Птица? — Сорока, ворона, воробей… Может быть, синица…
Цветы? — Роза, ромашка, подснежник…
Бабочка? — Капустница… (Прощай, Владимир Владимирович!..)
Тут входит моя двенадцатилетняя дочь, и я в строку этого текста продолжаю опрос:
— Скажи, только не задумываясь, подряд, какие ты знаешь деревья?

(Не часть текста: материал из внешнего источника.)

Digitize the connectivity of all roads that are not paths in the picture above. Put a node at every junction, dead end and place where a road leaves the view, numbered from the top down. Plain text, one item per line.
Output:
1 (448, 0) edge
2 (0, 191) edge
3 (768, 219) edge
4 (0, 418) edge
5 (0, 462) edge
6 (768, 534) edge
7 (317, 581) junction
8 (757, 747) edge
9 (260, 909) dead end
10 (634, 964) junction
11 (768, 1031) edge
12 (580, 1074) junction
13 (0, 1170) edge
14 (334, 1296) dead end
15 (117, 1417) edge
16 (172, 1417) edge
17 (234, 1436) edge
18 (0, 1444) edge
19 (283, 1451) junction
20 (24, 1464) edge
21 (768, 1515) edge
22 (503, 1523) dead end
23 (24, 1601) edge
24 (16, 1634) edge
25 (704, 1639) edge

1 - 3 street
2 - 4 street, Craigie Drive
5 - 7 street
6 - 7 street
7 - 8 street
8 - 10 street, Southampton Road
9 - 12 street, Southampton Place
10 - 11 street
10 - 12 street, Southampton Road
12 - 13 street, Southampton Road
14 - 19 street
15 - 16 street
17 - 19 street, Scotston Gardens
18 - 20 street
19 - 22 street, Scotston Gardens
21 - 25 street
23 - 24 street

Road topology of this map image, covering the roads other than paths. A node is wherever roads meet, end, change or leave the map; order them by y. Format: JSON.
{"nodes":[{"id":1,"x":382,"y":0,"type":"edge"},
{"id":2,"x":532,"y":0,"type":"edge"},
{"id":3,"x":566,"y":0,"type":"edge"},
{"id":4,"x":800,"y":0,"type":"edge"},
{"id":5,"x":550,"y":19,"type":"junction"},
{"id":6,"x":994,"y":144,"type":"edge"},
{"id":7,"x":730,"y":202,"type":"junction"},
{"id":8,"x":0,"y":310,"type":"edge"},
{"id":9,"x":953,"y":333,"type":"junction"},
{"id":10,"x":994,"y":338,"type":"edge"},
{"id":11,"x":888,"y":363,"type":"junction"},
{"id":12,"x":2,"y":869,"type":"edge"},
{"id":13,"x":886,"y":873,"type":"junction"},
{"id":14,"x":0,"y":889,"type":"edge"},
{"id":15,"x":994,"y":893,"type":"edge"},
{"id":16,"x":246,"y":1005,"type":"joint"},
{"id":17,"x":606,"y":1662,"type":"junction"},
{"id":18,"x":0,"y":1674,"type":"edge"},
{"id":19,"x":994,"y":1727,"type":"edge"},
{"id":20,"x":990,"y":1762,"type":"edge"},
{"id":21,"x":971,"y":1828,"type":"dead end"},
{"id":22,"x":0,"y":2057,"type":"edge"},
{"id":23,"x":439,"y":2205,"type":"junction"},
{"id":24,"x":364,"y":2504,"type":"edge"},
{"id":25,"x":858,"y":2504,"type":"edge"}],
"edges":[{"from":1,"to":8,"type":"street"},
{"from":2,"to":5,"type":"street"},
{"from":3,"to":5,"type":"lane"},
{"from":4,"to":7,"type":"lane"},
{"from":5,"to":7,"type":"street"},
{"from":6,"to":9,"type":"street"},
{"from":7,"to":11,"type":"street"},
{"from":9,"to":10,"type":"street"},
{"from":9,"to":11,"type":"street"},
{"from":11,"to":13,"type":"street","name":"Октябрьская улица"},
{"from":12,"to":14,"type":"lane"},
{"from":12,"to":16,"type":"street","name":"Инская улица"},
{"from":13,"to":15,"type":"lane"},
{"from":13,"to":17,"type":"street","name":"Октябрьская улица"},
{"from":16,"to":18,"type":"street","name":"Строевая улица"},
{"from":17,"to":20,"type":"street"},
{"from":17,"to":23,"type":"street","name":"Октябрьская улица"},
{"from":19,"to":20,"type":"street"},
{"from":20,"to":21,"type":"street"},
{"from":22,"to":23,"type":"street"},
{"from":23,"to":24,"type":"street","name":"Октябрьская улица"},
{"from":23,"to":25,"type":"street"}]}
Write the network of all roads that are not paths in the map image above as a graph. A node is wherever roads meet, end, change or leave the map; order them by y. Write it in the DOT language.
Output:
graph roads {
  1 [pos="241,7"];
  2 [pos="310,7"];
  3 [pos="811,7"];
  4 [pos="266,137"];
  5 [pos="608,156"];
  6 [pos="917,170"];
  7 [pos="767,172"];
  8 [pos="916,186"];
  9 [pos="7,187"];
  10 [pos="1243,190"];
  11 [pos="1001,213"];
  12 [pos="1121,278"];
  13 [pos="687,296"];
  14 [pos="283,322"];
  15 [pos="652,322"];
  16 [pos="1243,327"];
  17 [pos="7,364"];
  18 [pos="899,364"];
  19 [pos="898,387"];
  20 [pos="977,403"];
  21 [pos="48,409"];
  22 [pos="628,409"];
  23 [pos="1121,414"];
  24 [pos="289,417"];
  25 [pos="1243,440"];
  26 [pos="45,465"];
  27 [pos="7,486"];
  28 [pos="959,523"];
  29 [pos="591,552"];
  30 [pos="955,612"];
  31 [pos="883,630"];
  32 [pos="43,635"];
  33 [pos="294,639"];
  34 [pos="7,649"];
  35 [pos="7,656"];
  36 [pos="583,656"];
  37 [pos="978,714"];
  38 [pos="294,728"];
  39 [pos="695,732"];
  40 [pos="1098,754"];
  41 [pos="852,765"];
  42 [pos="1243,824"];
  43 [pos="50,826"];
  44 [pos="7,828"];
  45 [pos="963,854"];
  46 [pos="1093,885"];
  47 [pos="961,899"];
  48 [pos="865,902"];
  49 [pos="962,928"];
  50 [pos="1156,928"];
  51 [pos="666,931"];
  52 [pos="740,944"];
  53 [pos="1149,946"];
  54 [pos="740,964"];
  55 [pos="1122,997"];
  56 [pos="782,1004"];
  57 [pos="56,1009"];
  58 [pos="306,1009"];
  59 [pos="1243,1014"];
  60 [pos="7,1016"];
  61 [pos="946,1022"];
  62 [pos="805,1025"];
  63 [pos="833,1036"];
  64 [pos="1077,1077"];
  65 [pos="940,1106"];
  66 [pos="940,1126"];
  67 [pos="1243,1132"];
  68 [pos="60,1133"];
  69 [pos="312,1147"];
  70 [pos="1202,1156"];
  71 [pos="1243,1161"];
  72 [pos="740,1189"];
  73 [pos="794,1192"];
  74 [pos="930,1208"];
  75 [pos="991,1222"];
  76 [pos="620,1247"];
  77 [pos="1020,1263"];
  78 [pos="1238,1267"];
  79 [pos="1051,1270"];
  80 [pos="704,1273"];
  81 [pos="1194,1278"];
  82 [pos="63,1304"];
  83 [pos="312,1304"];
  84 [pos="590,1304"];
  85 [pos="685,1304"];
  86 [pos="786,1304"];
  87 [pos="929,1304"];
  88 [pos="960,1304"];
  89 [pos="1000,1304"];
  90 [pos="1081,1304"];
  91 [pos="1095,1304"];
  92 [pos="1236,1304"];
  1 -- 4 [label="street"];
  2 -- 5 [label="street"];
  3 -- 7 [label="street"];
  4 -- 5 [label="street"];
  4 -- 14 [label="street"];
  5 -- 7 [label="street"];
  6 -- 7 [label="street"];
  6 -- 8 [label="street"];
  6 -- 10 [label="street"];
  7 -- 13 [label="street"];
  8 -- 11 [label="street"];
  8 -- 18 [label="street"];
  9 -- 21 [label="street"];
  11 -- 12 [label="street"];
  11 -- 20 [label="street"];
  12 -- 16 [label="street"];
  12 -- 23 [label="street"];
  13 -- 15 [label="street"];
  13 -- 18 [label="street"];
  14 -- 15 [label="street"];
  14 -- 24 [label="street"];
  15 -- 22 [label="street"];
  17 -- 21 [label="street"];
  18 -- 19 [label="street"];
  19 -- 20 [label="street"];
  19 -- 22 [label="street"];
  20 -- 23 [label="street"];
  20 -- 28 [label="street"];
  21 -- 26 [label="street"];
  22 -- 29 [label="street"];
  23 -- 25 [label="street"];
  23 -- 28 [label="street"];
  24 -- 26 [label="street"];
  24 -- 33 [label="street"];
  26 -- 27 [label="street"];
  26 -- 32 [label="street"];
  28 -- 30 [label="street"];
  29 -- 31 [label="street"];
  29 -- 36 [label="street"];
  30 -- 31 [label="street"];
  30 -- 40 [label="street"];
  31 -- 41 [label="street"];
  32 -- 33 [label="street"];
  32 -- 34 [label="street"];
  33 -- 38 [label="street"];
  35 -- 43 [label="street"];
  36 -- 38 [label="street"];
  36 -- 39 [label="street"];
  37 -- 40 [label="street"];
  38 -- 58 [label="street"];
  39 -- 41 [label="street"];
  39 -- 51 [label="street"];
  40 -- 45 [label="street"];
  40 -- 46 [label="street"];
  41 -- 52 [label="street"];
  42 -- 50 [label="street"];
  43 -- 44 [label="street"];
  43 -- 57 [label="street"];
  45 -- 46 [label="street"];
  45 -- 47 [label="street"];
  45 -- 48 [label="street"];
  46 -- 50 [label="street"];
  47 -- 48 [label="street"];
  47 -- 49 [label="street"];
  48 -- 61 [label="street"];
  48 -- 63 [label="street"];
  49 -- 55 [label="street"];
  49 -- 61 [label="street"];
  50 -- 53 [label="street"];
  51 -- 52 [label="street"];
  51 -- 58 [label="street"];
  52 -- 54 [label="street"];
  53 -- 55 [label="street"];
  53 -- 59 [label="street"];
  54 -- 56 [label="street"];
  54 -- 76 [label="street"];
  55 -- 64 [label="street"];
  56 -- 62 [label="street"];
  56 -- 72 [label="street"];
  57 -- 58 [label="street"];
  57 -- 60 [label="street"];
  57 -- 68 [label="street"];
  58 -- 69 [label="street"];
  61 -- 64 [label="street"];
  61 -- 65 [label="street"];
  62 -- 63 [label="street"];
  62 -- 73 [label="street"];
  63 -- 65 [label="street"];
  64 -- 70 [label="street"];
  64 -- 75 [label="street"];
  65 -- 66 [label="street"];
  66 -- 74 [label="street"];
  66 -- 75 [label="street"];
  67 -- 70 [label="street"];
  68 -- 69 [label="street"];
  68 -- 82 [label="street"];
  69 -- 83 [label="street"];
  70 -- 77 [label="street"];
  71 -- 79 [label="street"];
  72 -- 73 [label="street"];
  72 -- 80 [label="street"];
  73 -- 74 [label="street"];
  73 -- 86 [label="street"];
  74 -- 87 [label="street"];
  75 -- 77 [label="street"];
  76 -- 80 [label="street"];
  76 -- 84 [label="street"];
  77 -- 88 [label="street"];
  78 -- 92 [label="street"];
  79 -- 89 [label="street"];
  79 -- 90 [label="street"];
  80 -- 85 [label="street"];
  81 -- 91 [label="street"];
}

Дочь, несколько удивленно, но послушно:
— Ель, сосна, береза… — Пауза. — Клен, дуб… Может быть, каштан?
Дочь честна, она не называет далее чего не знает: бук, граб, ясень. Это слова, а не деревья. И далее:
— Травы?.. Лопух, подорожник, одуванчик… Остальное — просто трава.
— Майский жук, навозный…
— Кусты… Черная рябина, сирень…
Как быстро захлопывается ряд! Она не знает больше меня Она знает столько же, сколько я. Ее поколение не поправит ошибки моего, а усвоит их…
— Божью коровку забыла — тоже жук… Птиц больше знаю!.. обрадовалась она и далее, как молитву, отбарабанила слово в слово мое невежество: — Воробей, ворона, синичку какую-нибудь знаю, попугая маленького, снегиря не видела, снегиря знаю… Молчит.